The Arctic, however, evokes in Moore feelings of abject terror. Armed only with his searing wit, wicked humor, and seasickness pills, our pale suburbanite -- wracked by second thoughts of tactical retreat -- confronts mind-numbing cold, bloodthirsty polar bears, a convoy of born-again Vikings, and, perhaps most chilling of all, herring porridge. Endless expanses present the imagination with limitless scenarios for gruesome demise. Moore soon begins identifying profoundly with Dufferin's valet. "Dufferin," he writes, "seems the personification of Kipling's 'If.' I'm more of a 'But...' man myself."
Frost on My Moustache is a deliciously and inexhaustibly funny book, a work to be placed alongside thouse by Evelyn Waugh, Eric Newby, and Bill Bryson. When he is not humiliating himself though displays of ignorance and incompetence, Moore casts a sharp eye on the local flora and fauna, immersing readers in the spendors and wonders of this stunningly inhospitable region. In the end, he draws an important lesson from Arctic exploration: There are places to which man was simply not intended to go. But he also succeeds in doing what only the greatest travel writers can do: He makes you feel you've been there, but glad it wasn't you who went.
Tim Moore's work has appeared in Esquire, The Sunday Times, The Independent, The Observer, and the Evening Standard. He lives in West London.
FROM THE CRITICS
Publishers Weekly
In his first travel book, London-based writer Moore presents himself as the ever
complaining curmudgeon.
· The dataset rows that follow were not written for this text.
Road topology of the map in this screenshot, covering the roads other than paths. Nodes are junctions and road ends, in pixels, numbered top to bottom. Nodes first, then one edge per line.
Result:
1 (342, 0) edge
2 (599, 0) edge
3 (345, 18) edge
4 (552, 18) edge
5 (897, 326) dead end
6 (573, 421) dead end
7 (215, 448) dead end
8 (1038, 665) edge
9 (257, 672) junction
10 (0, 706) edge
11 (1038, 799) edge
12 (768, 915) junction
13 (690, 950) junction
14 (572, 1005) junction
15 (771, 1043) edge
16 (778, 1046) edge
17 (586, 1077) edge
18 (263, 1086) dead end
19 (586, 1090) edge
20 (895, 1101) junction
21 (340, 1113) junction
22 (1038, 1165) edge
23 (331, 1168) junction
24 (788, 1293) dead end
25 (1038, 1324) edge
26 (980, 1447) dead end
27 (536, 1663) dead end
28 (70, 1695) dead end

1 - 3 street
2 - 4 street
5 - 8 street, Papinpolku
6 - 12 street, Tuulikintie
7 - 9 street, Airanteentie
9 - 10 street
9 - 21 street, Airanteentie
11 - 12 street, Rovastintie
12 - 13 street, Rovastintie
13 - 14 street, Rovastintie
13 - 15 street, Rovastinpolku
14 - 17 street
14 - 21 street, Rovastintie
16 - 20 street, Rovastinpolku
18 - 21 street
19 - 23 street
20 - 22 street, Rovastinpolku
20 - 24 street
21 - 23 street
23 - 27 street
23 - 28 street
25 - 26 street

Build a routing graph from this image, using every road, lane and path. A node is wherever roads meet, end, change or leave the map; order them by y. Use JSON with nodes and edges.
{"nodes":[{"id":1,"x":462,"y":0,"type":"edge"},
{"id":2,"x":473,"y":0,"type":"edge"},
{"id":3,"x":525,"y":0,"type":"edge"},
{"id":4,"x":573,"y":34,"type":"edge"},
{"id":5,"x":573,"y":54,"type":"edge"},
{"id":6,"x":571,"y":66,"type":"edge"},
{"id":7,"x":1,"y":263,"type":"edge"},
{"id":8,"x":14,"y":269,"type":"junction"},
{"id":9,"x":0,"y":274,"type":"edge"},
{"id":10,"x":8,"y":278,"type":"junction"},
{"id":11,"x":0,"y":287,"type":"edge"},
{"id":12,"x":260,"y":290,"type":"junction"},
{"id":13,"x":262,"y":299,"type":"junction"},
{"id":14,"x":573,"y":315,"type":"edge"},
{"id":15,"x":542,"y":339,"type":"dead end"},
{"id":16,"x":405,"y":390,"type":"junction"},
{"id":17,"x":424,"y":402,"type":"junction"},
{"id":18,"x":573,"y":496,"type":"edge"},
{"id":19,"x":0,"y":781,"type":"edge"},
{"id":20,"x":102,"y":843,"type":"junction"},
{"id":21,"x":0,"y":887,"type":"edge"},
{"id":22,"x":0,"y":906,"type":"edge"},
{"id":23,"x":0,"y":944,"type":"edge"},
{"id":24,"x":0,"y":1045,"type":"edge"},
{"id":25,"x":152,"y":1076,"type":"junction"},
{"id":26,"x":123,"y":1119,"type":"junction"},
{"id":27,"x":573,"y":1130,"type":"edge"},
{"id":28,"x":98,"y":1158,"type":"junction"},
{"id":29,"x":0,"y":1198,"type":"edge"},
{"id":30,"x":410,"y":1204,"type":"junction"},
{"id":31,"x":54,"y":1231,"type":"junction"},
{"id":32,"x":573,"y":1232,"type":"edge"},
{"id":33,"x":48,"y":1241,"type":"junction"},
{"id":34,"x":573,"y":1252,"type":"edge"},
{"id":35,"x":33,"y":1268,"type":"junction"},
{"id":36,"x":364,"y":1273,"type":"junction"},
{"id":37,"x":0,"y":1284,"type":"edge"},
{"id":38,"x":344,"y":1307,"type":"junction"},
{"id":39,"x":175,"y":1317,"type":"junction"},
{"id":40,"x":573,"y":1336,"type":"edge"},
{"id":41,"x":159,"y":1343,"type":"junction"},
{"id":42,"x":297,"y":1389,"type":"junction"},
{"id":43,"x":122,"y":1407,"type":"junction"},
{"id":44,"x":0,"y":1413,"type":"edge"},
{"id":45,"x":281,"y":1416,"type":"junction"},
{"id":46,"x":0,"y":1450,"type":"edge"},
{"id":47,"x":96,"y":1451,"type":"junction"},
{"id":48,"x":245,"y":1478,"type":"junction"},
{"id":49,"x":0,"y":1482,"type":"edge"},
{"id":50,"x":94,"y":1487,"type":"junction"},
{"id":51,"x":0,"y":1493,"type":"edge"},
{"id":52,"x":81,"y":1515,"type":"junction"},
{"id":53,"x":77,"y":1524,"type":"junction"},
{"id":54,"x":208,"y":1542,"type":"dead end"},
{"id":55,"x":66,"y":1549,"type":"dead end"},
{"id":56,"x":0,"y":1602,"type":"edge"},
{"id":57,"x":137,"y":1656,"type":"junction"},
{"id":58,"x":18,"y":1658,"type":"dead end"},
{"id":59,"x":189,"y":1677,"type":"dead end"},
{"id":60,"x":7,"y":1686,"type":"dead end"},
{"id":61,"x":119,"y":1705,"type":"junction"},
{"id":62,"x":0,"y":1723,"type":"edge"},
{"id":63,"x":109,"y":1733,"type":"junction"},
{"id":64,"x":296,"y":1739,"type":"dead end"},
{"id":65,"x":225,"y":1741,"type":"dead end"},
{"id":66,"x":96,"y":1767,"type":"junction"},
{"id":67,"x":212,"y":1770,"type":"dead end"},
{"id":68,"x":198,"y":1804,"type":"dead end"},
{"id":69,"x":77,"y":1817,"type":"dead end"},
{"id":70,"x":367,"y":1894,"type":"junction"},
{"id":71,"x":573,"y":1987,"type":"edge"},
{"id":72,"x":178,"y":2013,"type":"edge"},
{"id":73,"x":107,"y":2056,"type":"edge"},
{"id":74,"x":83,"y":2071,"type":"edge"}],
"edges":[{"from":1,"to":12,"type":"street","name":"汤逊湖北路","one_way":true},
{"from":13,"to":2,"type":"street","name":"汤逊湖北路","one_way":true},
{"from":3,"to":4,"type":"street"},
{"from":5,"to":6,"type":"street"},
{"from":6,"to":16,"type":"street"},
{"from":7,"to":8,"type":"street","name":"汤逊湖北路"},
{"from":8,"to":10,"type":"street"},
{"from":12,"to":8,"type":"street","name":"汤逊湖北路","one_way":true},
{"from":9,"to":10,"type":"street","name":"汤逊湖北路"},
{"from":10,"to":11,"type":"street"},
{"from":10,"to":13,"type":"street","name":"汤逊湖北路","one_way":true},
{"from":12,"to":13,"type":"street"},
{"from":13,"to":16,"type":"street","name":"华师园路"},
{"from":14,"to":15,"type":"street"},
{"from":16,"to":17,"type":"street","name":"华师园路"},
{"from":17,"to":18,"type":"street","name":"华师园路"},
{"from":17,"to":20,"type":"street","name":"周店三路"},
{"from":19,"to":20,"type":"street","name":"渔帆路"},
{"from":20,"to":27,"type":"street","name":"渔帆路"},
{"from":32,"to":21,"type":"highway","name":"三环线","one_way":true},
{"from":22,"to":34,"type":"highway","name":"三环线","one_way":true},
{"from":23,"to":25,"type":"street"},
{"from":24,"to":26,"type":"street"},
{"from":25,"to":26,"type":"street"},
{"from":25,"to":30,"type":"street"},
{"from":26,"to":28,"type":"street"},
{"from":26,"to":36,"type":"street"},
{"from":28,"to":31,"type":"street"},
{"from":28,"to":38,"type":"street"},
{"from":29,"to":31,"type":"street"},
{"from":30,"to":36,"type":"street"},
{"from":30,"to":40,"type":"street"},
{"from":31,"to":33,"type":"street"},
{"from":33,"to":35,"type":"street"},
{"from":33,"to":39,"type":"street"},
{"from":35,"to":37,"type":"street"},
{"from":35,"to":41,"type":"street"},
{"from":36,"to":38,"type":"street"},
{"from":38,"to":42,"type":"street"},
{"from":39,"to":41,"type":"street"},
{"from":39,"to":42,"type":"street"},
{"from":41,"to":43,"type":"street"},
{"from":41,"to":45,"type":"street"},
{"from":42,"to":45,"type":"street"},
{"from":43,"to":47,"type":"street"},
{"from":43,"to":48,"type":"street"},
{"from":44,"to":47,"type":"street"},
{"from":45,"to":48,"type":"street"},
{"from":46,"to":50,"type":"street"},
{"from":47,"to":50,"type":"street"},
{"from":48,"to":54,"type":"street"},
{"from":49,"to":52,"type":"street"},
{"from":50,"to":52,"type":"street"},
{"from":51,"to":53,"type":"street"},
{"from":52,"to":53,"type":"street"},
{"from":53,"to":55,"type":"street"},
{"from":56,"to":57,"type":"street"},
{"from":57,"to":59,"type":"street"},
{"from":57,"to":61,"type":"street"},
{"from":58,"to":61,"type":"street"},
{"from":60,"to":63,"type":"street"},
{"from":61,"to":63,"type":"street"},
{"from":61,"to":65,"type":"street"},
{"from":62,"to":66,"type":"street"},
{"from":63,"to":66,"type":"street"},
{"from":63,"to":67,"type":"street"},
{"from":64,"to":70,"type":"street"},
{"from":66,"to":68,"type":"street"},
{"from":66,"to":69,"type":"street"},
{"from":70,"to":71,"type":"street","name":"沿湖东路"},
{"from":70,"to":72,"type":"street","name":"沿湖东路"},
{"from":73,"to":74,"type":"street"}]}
He registers his frustration-at every step of his
adventure-with a brilliant accuracy, making for a hilarious read.
Express
As a fictional account, [Moore's] suffering and humiliation would be hilarious; the fact that he actually lived through all the disasters his recounts makesFrost on My Moustache laugh-out-loud material... One of the funniest travelogues you will ever read.
Times (London)
Moore is a rare comic talent, and his debut a brilliantly sustained piece of travel writing.
Sunday Times
One of the funniest books I have read in a long time, and one from which Moore emerges as a contender for Bill Bryson's crown as king of comic travels.
Observer
This is a hysterically funny, quintessentially English travelogue, in some of the most gorgeous comic prose I have read in years... This book made me laugh out loud helplessly in public, like an escaped psychopath; I simply didn't care.